● What you need to do: Whenever a line in the data contains "from", show that line.

● Exercise input:

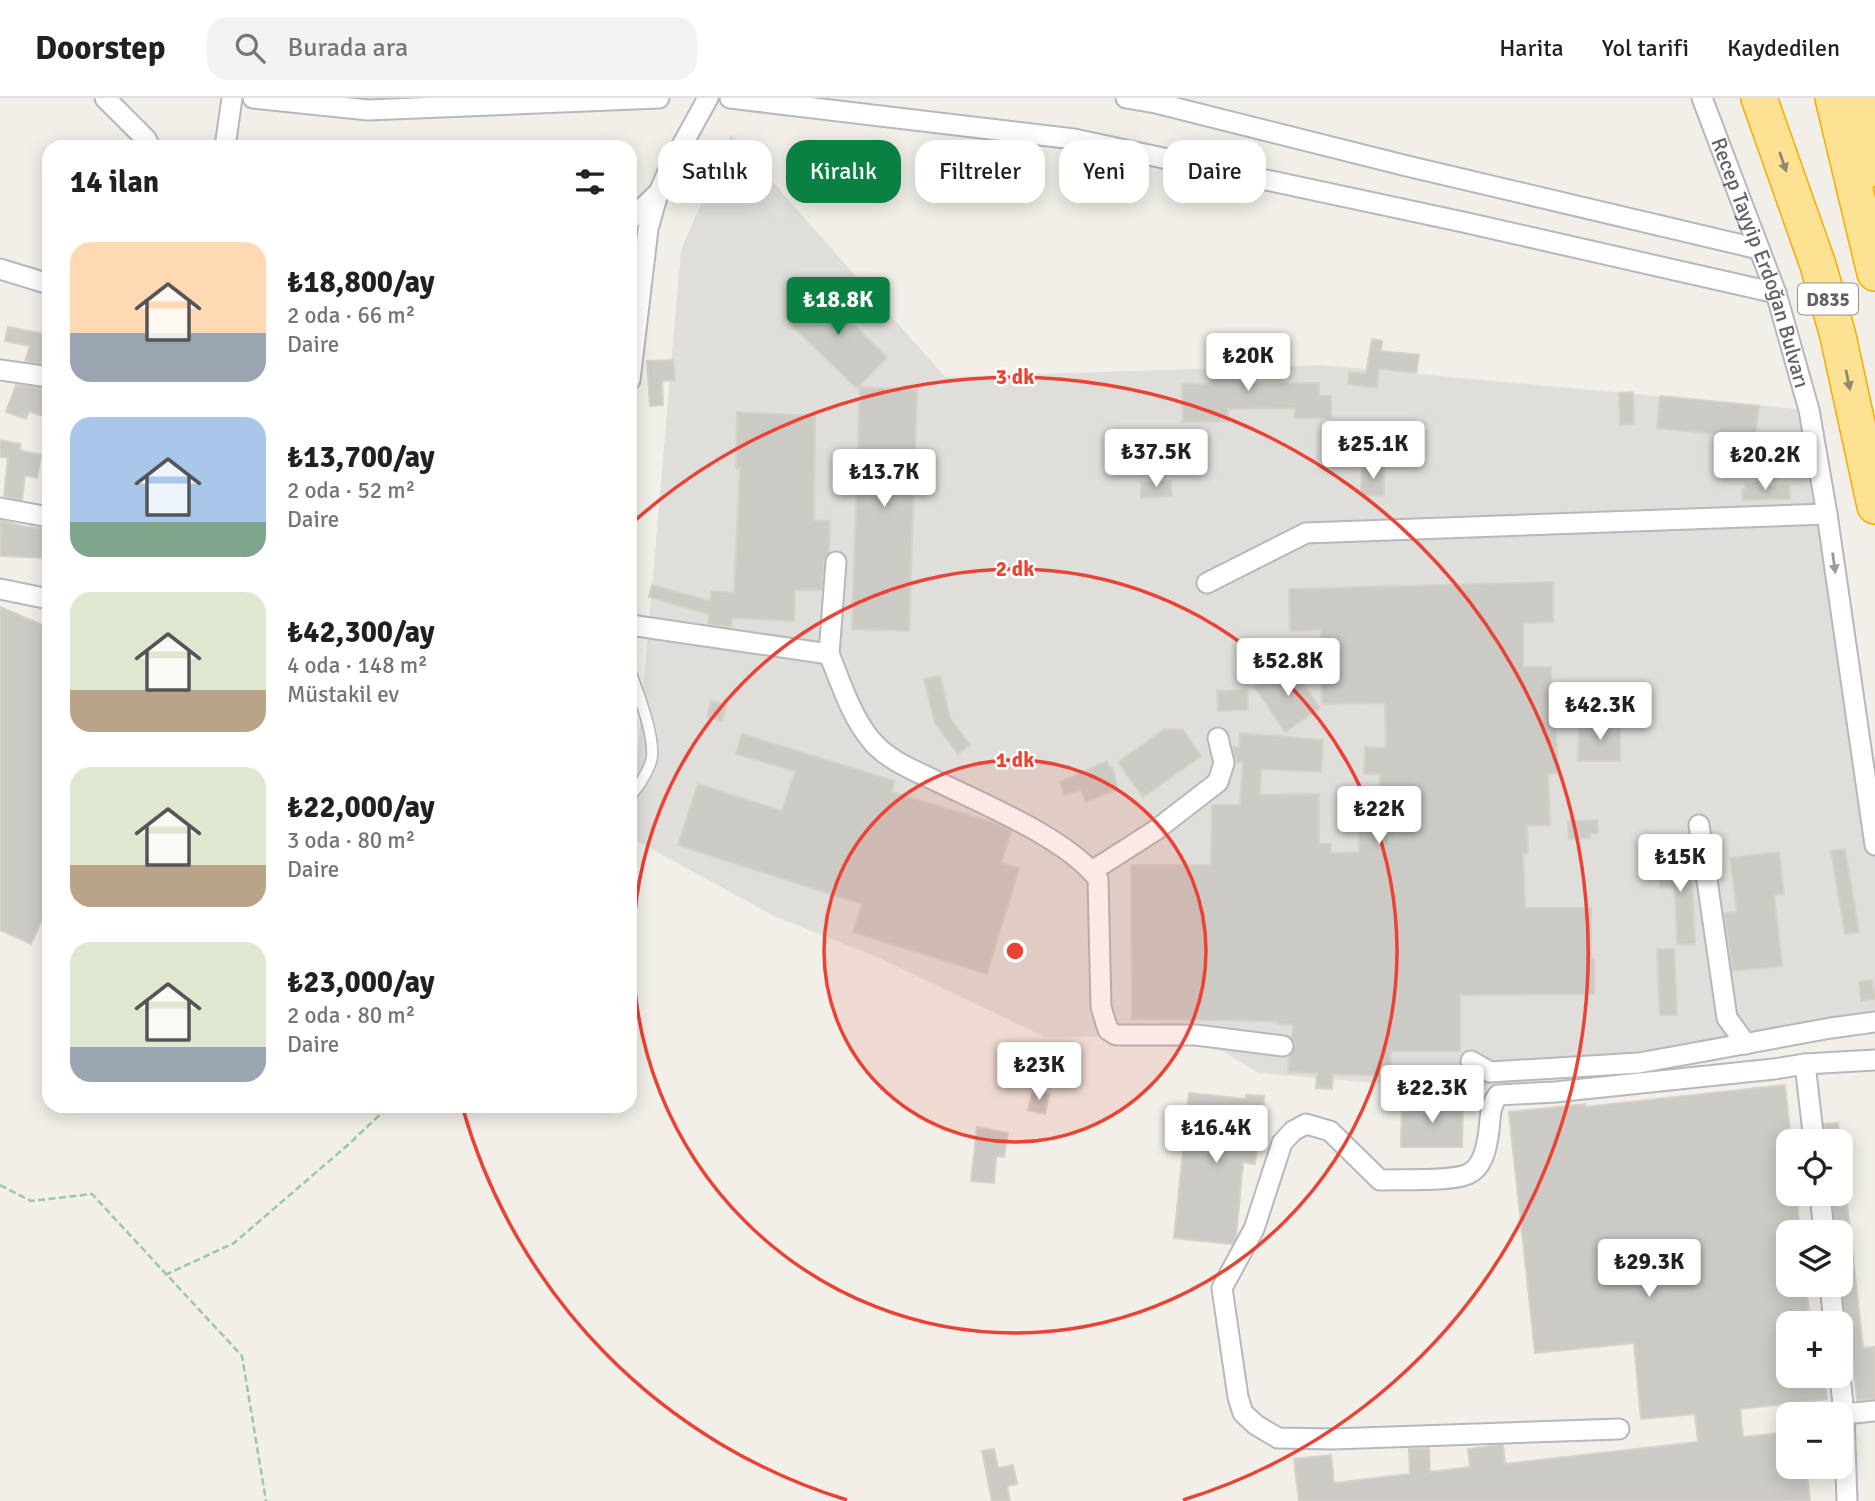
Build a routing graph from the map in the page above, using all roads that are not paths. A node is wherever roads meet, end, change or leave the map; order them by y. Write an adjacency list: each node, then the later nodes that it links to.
==
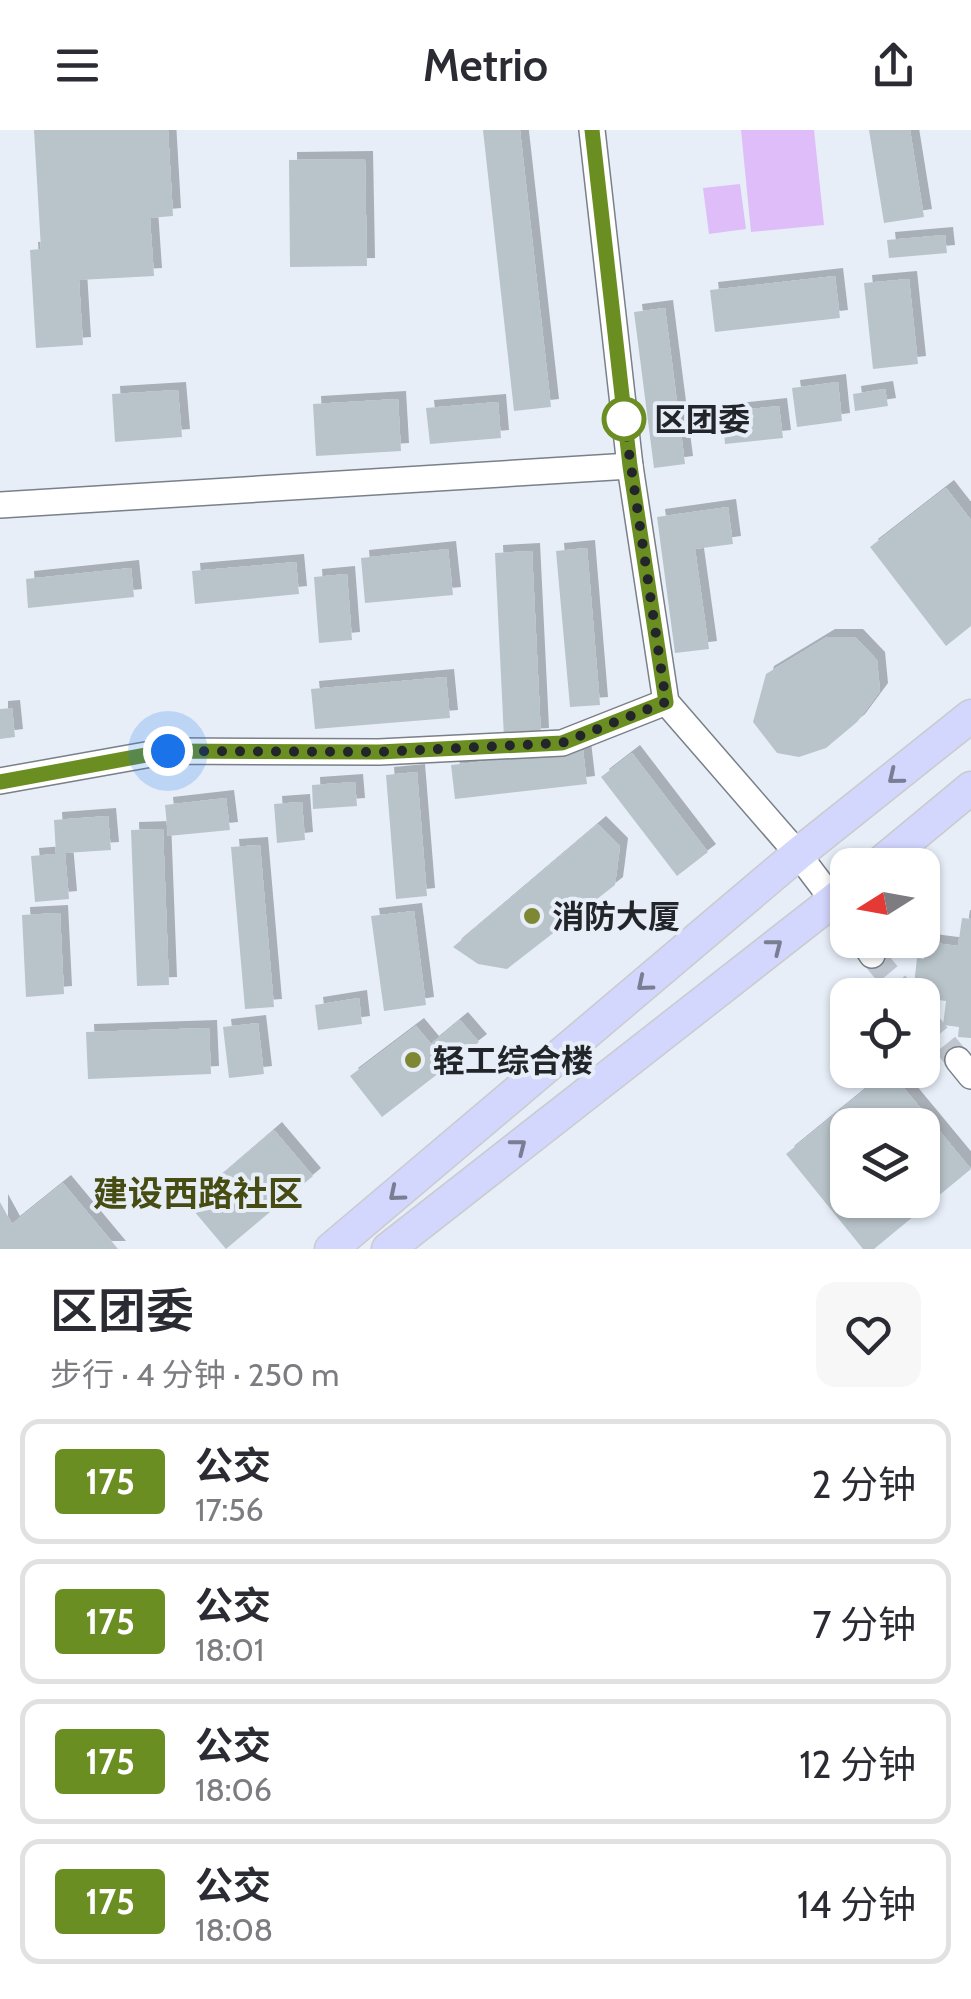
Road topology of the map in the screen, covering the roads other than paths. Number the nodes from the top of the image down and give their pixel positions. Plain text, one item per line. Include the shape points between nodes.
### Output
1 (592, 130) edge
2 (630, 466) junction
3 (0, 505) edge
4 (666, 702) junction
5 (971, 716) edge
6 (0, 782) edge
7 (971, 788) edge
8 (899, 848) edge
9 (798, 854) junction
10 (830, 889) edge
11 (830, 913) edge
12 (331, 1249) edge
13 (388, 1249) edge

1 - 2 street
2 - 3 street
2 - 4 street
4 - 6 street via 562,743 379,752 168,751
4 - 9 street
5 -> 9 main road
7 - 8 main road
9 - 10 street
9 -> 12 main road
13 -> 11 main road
---
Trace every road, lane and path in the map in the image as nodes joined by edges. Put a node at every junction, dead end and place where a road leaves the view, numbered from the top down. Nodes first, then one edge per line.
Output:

● Problem solution:
Build a routing graph from the map in the page above, using all roads that are not paths. A node is wherever roads meet, end, change or leave the map; order them by y. Write an adjacency list: each node, then the later nodes that it links to.
Road topology of the map in the screen, covering the roads other than paths. Number the nodes from the top of the image down and give their pixel positions. Plain text, one item per line. Include the shape points between nodes.
Trace every road, lane and path in the map in the image as nodes joined by edges. Put a node at every junction, dead end and place where a road leaves the view, numbered from the top down. Nodes first, then one edge per line.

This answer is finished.